• [WHAT YOU SHOULD DO]
Scan the records for "Parking". Report each line that includes it.

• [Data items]
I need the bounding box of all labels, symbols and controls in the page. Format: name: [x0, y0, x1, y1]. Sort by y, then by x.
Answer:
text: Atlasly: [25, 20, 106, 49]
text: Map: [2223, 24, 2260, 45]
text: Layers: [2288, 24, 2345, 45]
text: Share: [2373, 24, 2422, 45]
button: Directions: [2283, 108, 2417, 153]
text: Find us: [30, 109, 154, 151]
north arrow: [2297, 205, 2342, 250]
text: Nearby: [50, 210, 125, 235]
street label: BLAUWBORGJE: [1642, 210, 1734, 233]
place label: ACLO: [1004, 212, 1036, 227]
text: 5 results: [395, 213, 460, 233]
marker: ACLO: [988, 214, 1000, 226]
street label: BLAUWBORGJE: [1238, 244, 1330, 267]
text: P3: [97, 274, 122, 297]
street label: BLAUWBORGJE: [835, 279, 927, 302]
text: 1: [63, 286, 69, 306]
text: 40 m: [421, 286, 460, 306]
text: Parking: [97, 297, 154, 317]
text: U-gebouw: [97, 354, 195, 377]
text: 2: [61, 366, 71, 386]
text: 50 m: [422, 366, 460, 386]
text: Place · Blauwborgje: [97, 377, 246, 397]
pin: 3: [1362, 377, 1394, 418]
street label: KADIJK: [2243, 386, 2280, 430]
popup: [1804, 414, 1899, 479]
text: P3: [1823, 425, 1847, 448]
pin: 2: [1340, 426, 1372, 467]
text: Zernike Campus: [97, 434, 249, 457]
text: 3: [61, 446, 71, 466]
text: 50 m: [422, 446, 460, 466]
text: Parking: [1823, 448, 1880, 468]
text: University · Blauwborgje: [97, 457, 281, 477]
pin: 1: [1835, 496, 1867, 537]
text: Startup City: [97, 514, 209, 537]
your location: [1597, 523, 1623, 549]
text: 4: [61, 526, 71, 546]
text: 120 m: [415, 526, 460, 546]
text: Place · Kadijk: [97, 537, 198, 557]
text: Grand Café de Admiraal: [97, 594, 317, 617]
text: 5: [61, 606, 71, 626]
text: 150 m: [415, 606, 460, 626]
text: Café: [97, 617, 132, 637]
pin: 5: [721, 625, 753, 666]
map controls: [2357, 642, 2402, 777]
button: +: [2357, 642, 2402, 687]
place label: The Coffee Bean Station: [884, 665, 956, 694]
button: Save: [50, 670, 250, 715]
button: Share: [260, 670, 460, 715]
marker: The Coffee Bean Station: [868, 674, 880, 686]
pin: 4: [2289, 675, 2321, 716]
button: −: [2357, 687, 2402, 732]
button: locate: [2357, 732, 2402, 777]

• [REPLY TO THE EXERCISE]
text: Parking: [97, 297, 154, 317]
text: Parking: [1823, 448, 1880, 468]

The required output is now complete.